To name just one example, see how local chapters run regular support groups where children and adults meet others with Haemophilia. Programs like Blood Brotherhood and Blood Sisterhood help adult men and women share experiences and find support.

Many financial assistance programs help cover treatment costs. These resources, combined with early diagnosis and effective therapy, help people with Haemophilia lead active, rewarding lives despite their condition's challenges.

Conclusion

Medical advances have changed Haemophilia from a debilitating condition to a manageable disorder. People with Haemophilia now lead active lives that meet their goals, thanks to modern treatments and complete care systems. Gene therapy has emerged as a breakthrough development. It offers hope that regular factor infusions might become optional instead of necessary in the future. The successful management of Haemophilia relies on early diagnosis, proper treatment, and strong support networks.

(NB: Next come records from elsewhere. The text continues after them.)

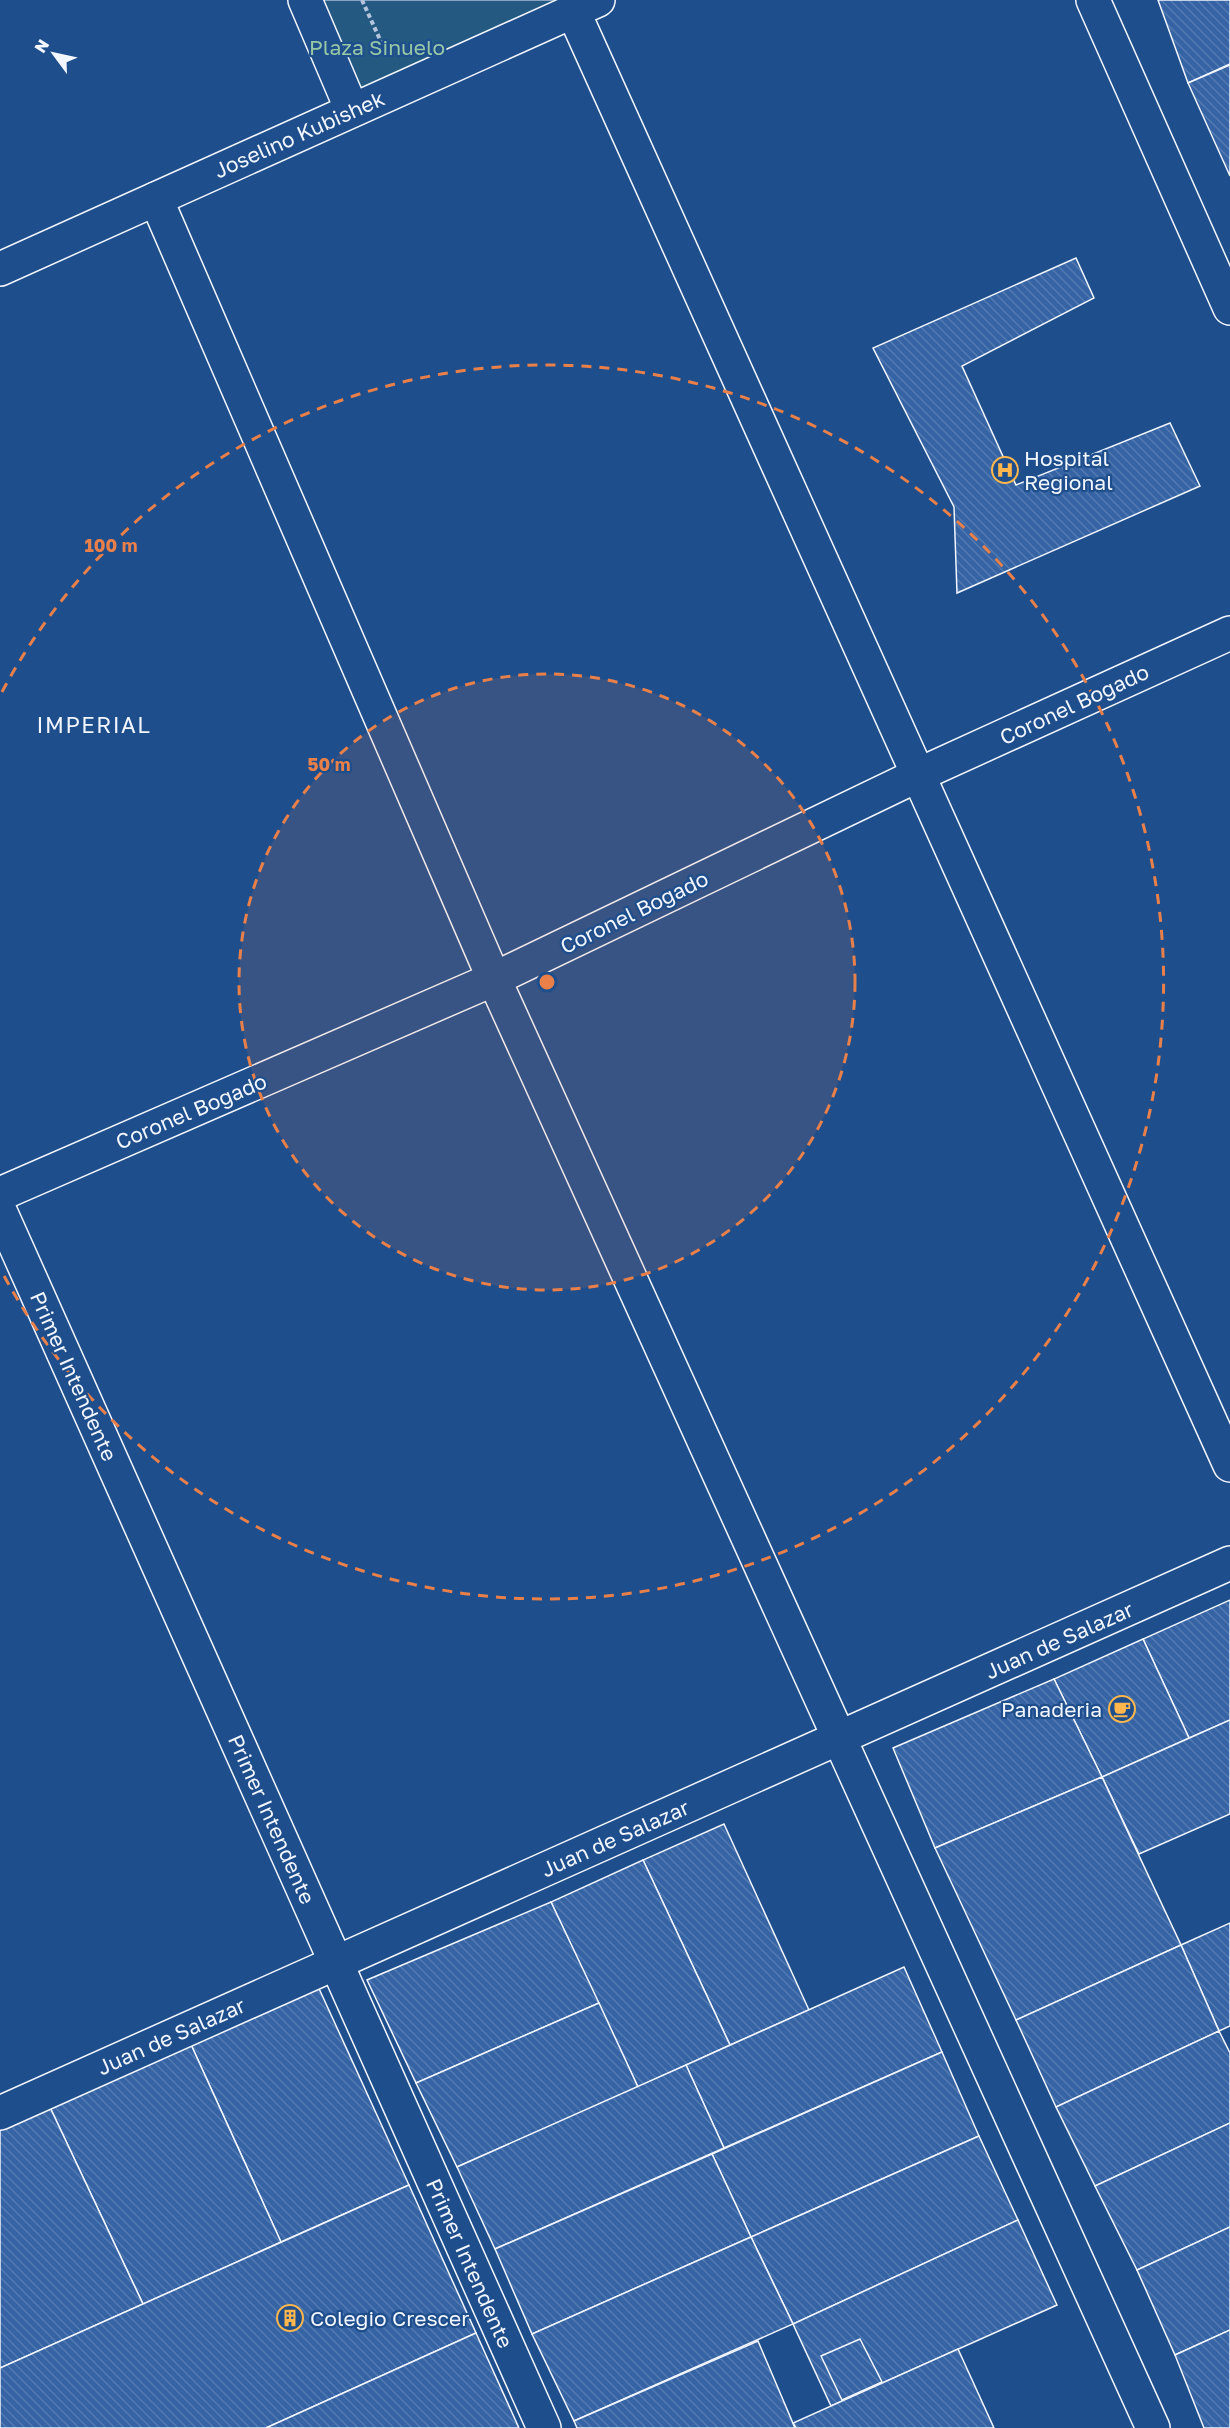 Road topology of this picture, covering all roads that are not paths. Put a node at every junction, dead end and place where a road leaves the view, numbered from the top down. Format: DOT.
graph roads {
  1 [pos="305,0"];
  2 [pos="1093,0"];
  3 [pos="585,6"];
  4 [pos="352,110"];
  5 [pos="156,199"];
  6 [pos="0,269"];
  7 [pos="1230,308"];
  8 [pos="1230,633"];
  9 [pos="918,776"];
  10 [pos="494,980"];
  11 [pos="0,1194"];
  12 [pos="0,1211"];
  13 [pos="1230,1464"];
  14 [pos="1230,1563"];
  15 [pos="841,1737"];
  16 [pos="336,1963"];
  17 [pos="0,2113"];
  18 [pos="543,2428"];
  19 [pos="1154,2428"];
  1 -- 4 [label="street"];
  2 -- 7 [label="street"];
  3 -- 4 [label="street, Joselino Kubishek"];
  3 -- 9 [label="street"];
  4 -- 5 [label="street, Joselino Kubishek"];
  5 -- 6 [label="street, Joselino Kubishek"];
  5 -- 10 [label="street"];
  8 -- 9 [label="street, Coronel Bogado"];
  9 -- 10 [label="street, Coronel Bogado"];
  9 -- 13 [label="street"];
  10 -- 11 [label="street, Coronel Bogado"];
  10 -- 15 [label="street"];
  12 -- 16 [label="street, Primer Intendente"];
  14 -- 15 [label="street, Juan de Salazar"];
  15 -- 16 [label="street, Juan de Salazar"];
  15 -- 19 [label="street"];
  16 -- 17 [label="street, Juan de Salazar"];
  16 -- 18 [label="street, Primer Intendente"];
}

Haemophilia patients' outlook keeps getting better. Patients who receive appropriate care can expect to live as long as anyone else. Individuals having Haemophilia can participate in the majority of daily activities because to specialist treatment facilities, peer support networks, and cautious activity planning.

Note that each person's experience with Haemophilia is different. A treatment that works for one patient might not work for others. The best health outcomes depend on regular contact with healthcare providers and staying updated about new treatments.